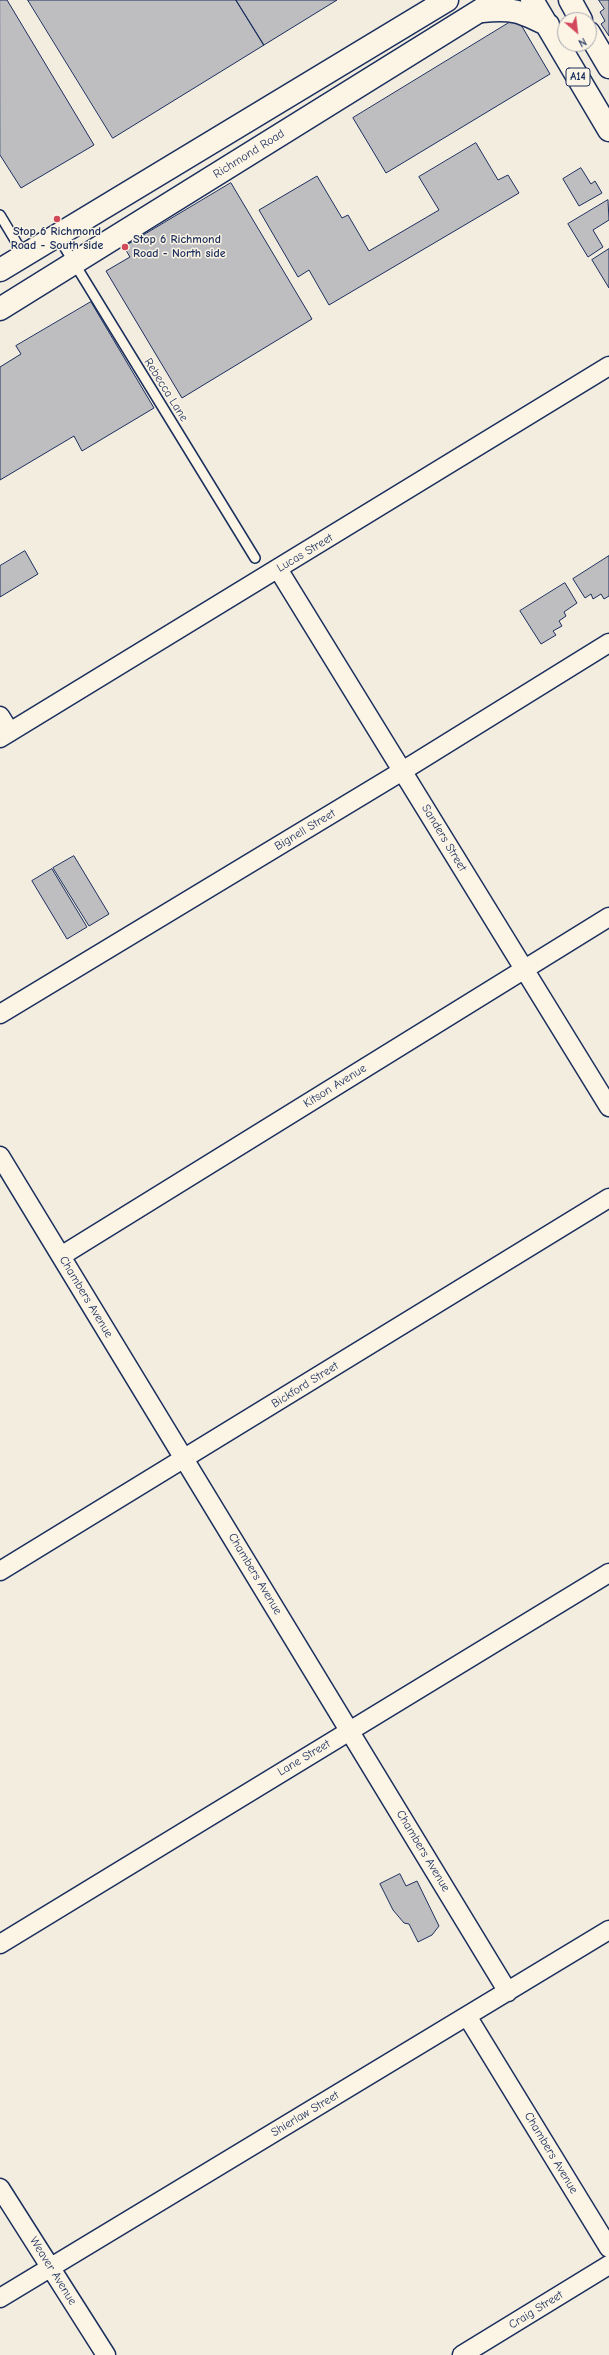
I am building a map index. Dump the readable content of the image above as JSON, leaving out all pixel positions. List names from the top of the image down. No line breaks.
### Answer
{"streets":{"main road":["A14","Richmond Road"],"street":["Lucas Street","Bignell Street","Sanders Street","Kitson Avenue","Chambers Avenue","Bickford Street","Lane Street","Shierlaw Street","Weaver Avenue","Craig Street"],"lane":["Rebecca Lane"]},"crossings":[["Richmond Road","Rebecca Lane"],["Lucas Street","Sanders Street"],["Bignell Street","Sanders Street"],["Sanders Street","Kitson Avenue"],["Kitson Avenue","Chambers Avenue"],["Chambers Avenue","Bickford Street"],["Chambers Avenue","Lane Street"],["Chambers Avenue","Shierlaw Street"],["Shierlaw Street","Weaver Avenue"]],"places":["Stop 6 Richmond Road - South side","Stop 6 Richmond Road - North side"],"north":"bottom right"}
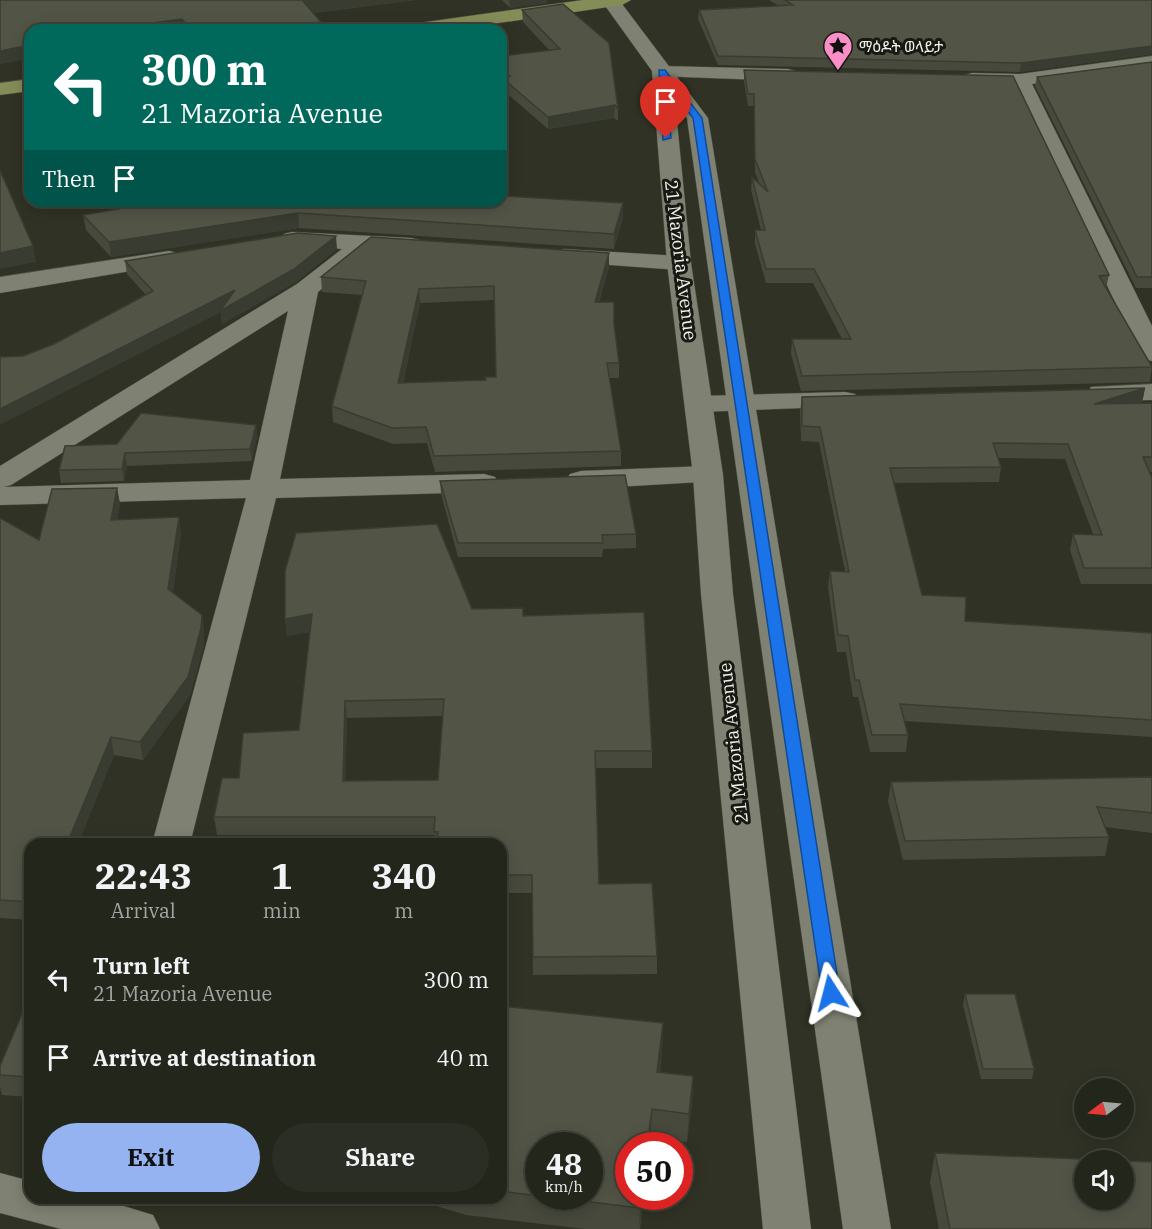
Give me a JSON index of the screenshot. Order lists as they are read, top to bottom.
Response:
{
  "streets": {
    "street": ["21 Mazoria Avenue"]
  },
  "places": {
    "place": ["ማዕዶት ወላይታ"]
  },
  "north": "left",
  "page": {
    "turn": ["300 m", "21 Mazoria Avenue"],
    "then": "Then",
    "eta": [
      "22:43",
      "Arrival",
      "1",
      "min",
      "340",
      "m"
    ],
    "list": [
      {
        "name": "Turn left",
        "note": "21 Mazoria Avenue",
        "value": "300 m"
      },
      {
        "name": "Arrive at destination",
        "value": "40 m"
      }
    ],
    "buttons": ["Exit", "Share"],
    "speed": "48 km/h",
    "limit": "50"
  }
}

## Exercise directions
Output each line of the listing above that has "index".

## Written response
I am building a map index. Dump the readable content of the image above as JSON, leaving out all pixel positions. List names from the top of the image down. No line breaks.
Give me a JSON index of the screenshot. Order lists as they are read, top to bottom.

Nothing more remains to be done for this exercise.